Return the following data exactly, with all pictures left out.

(Saved entries)
★ ★ ★

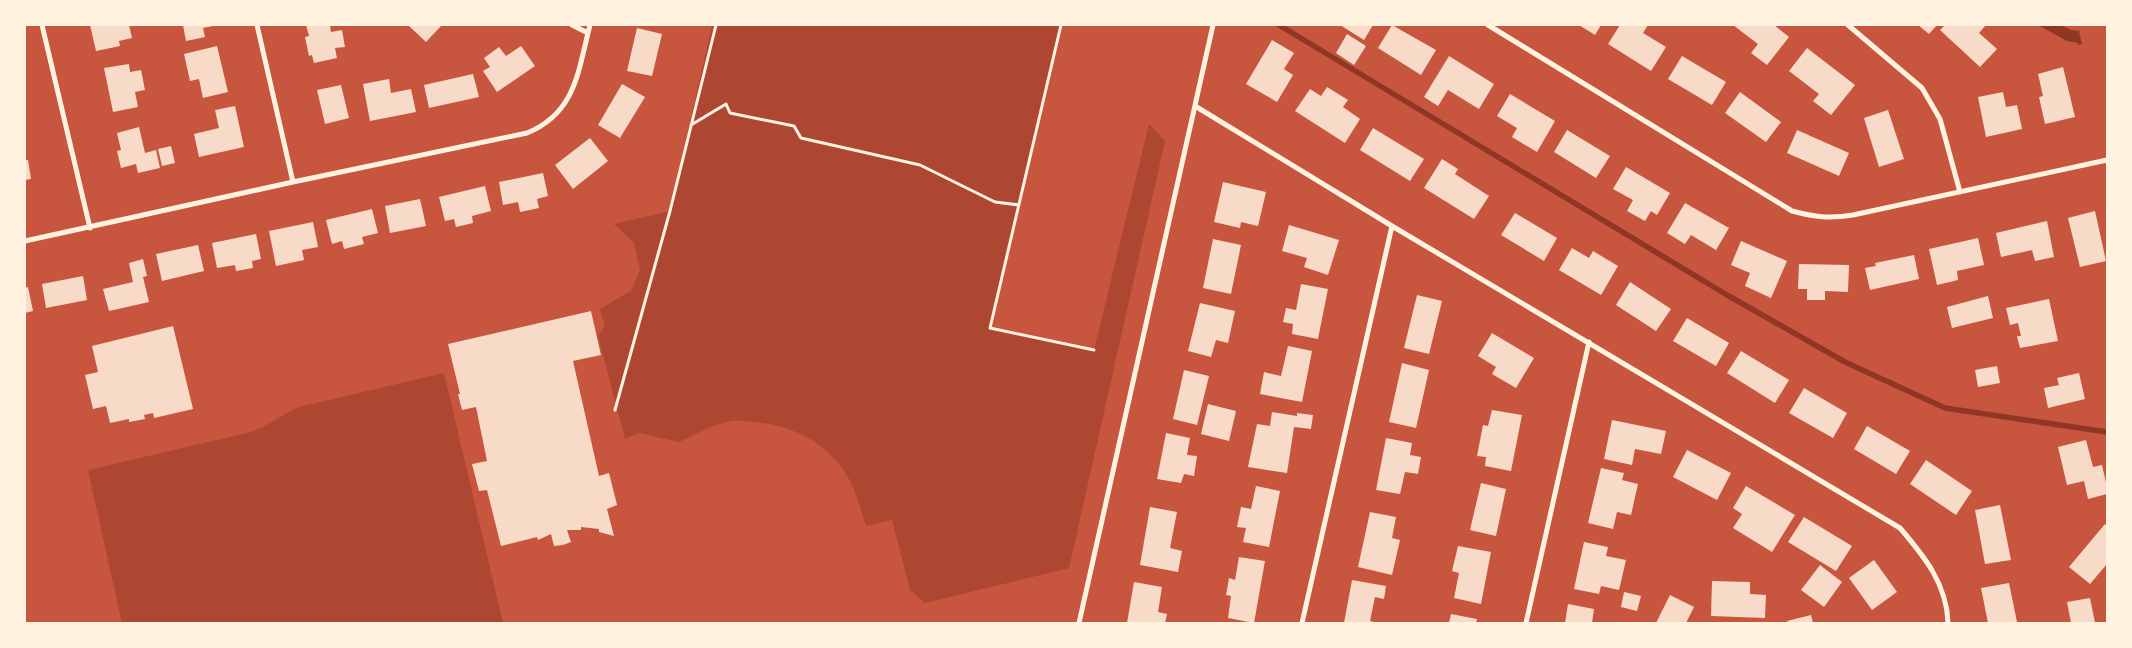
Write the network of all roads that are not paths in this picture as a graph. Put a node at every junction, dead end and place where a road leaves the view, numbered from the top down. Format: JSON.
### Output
{"nodes":[{"id":1,"x":42,"y":25,"type":"edge"},
{"id":2,"x":257,"y":25,"type":"edge"},
{"id":3,"x":572,"y":25,"type":"edge"},
{"id":4,"x":590,"y":25,"type":"edge"},
{"id":5,"x":1213,"y":25,"type":"edge"},
{"id":6,"x":1488,"y":25,"type":"edge"},
{"id":7,"x":1848,"y":25,"type":"edge"},
{"id":8,"x":588,"y":33,"type":"junction"},
{"id":9,"x":1196,"y":106,"type":"junction"},
{"id":10,"x":2107,"y":160,"type":"edge"},
{"id":11,"x":292,"y":182,"type":"junction"},
{"id":12,"x":1960,"y":192,"type":"junction"},
{"id":13,"x":1392,"y":226,"type":"junction"},
{"id":14,"x":90,"y":228,"type":"junction"},
{"id":15,"x":25,"y":241,"type":"edge"},
{"id":16,"x":1589,"y":342,"type":"junction"},
{"id":17,"x":1078,"y":623,"type":"edge"},
{"id":18,"x":1302,"y":623,"type":"edge"},
{"id":19,"x":1526,"y":623,"type":"edge"},
{"id":20,"x":1948,"y":623,"type":"edge"}],
"edges":[{"from":1,"to":14,"type":"street"},
{"from":2,"to":11,"type":"street"},
{"from":3,"to":8,"type":"street"},
{"from":4,"to":8,"type":"street"},
{"from":5,"to":9,"type":"street"},
{"from":6,"to":12,"type":"street"},
{"from":7,"to":12,"type":"street"},
{"from":8,"to":11,"type":"street"},
{"from":9,"to":13,"type":"street"},
{"from":9,"to":17,"type":"street"},
{"from":10,"to":12,"type":"street"},
{"from":11,"to":14,"type":"street"},
{"from":13,"to":16,"type":"street"},
{"from":13,"to":18,"type":"street"},
{"from":14,"to":15,"type":"street"},
{"from":16,"to":19,"type":"street"},
{"from":16,"to":20,"type":"street"}]}
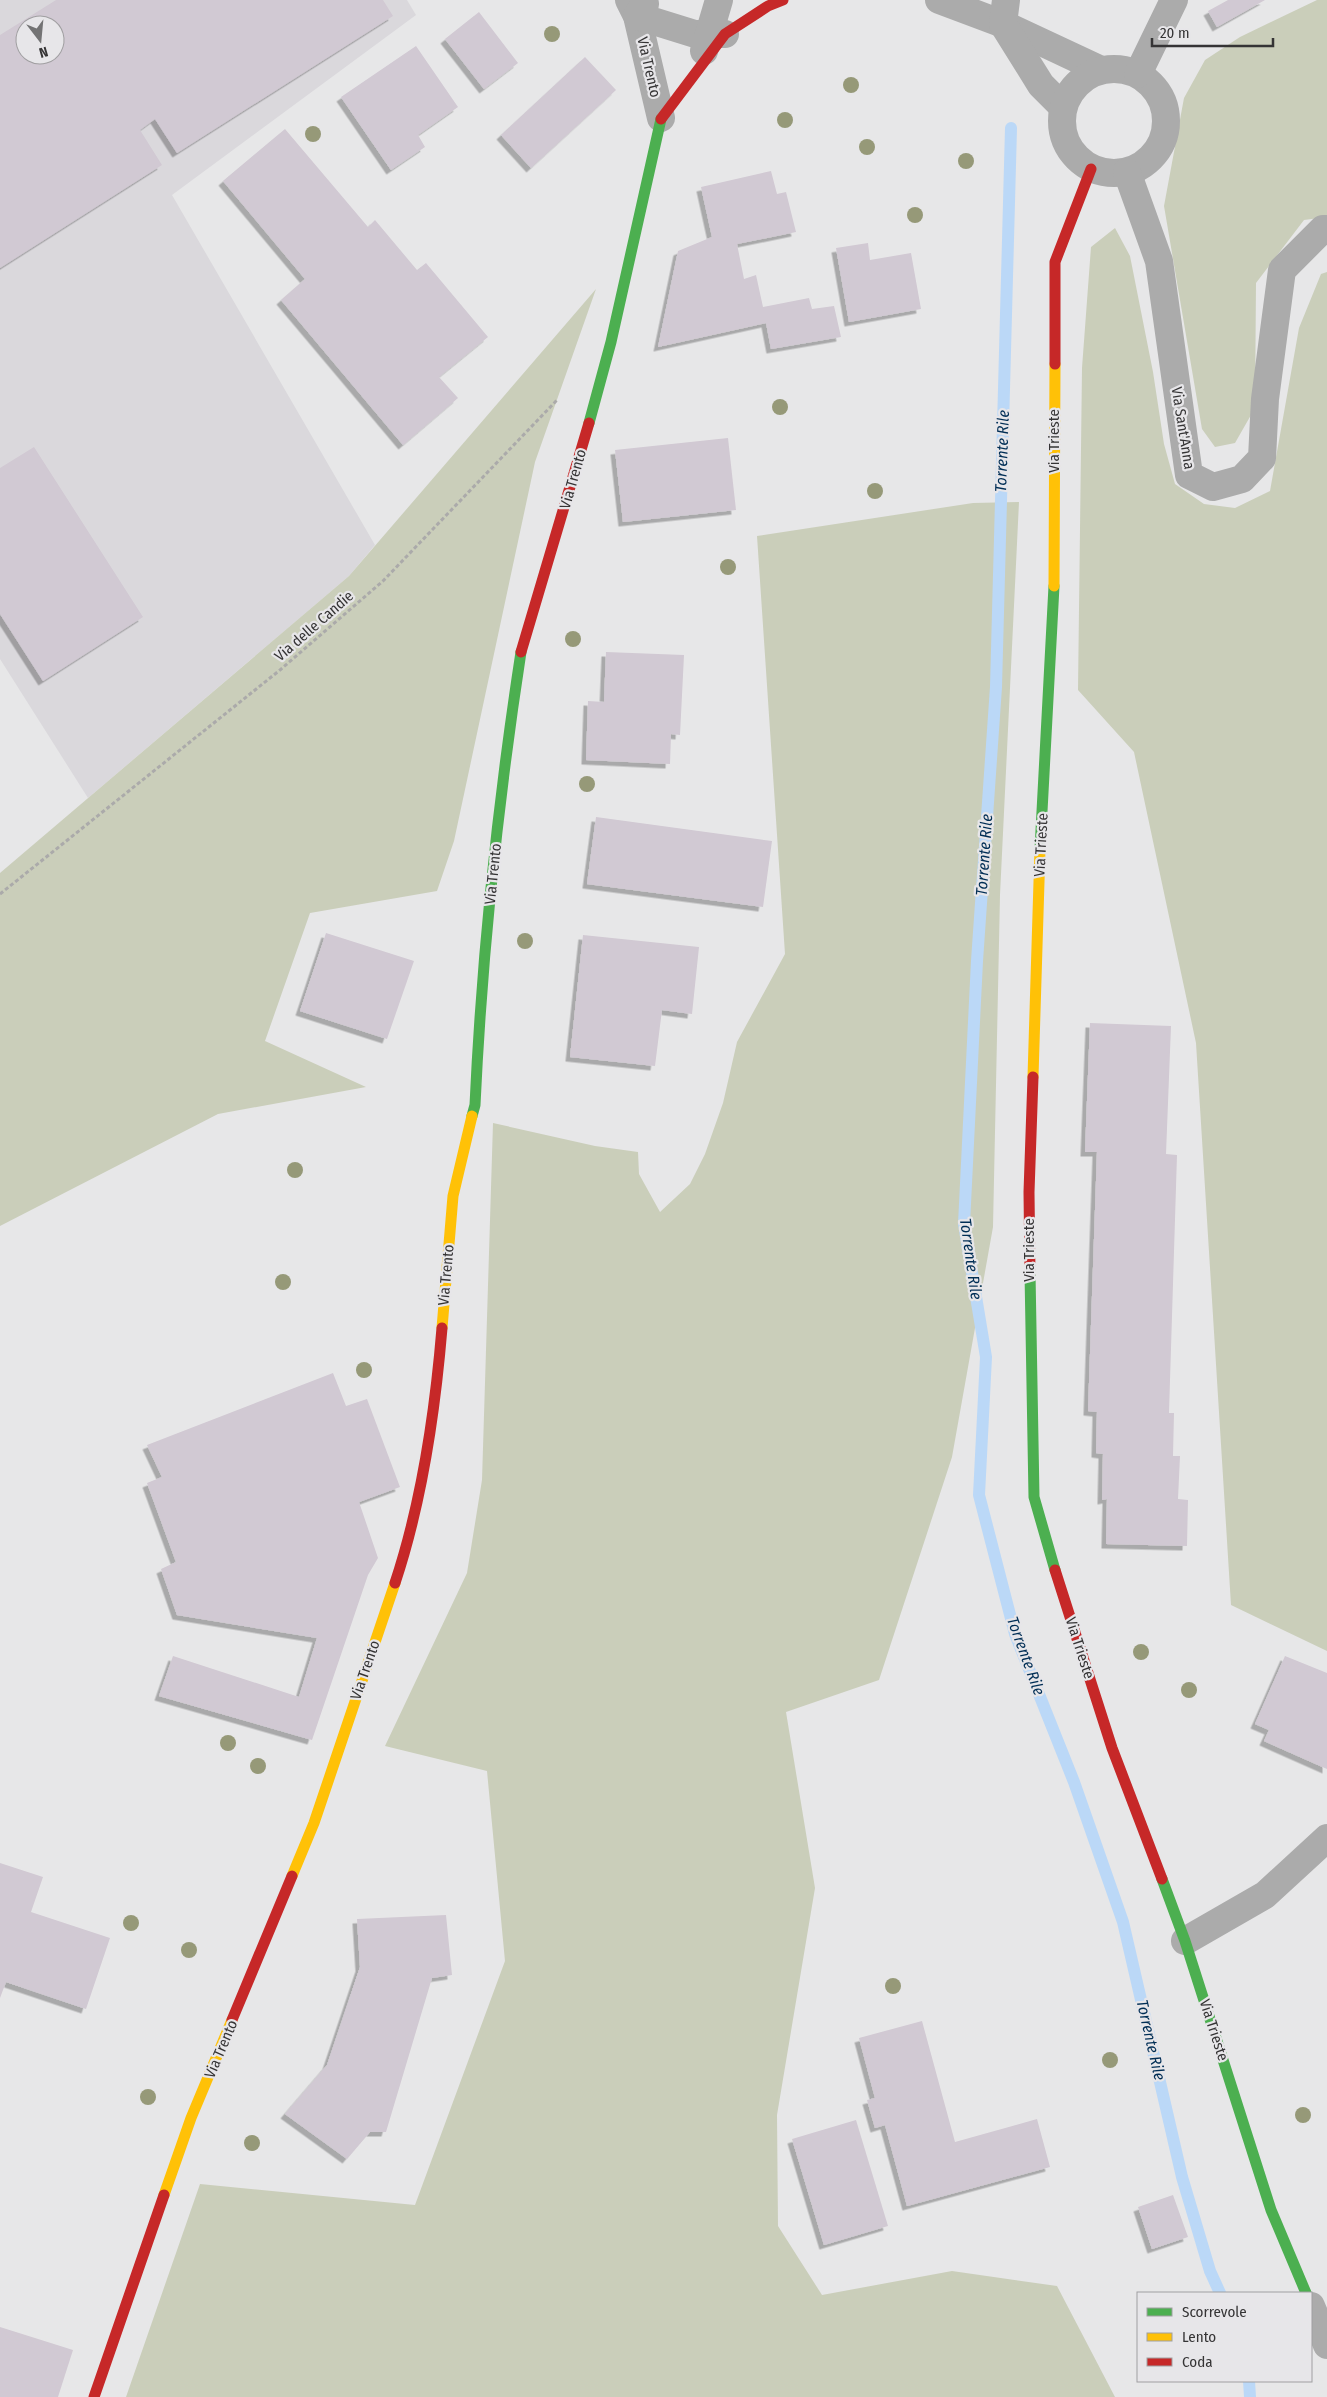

★ ★ ★

• [Answer to the exercise]
Write the network of all roads that are not paths in this picture as a graph. Put a node at every junction, dead end and place where a road leaves the view, numbered from the top down. Format: JSON.
### Output
{"nodes":[{"id":1,"x":42,"y":25,"type":"edge"},
{"id":2,"x":257,"y":25,"type":"edge"},
{"id":3,"x":572,"y":25,"type":"edge"},
{"id":4,"x":590,"y":25,"type":"edge"},
{"id":5,"x":1213,"y":25,"type":"edge"},
{"id":6,"x":1488,"y":25,"type":"edge"},
{"id":7,"x":1848,"y":25,"type":"edge"},
{"id":8,"x":588,"y":33,"type":"junction"},
{"id":9,"x":1196,"y":106,"type":"junction"},
{"id":10,"x":2107,"y":160,"type":"edge"},
{"id":11,"x":292,"y":182,"type":"junction"},
{"id":12,"x":1960,"y":192,"type":"junction"},
{"id":13,"x":1392,"y":226,"type":"junction"},
{"id":14,"x":90,"y":228,"type":"junction"},
{"id":15,"x":25,"y":241,"type":"edge"},
{"id":16,"x":1589,"y":342,"type":"junction"},
{"id":17,"x":1078,"y":623,"type":"edge"},
{"id":18,"x":1302,"y":623,"type":"edge"},
{"id":19,"x":1526,"y":623,"type":"edge"},
{"id":20,"x":1948,"y":623,"type":"edge"}],
"edges":[{"from":1,"to":14,"type":"street"},
{"from":2,"to":11,"type":"street"},
{"from":3,"to":8,"type":"street"},
{"from":4,"to":8,"type":"street"},
{"from":5,"to":9,"type":"street"},
{"from":6,"to":12,"type":"street"},
{"from":7,"to":12,"type":"street"},
{"from":8,"to":11,"type":"street"},
{"from":9,"to":13,"type":"street"},
{"from":9,"to":17,"type":"street"},
{"from":10,"to":12,"type":"street"},
{"from":11,"to":14,"type":"street"},
{"from":13,"to":16,"type":"street"},
{"from":13,"to":18,"type":"street"},
{"from":14,"to":15,"type":"street"},
{"from":16,"to":19,"type":"street"},
{"from":16,"to":20,"type":"street"}]}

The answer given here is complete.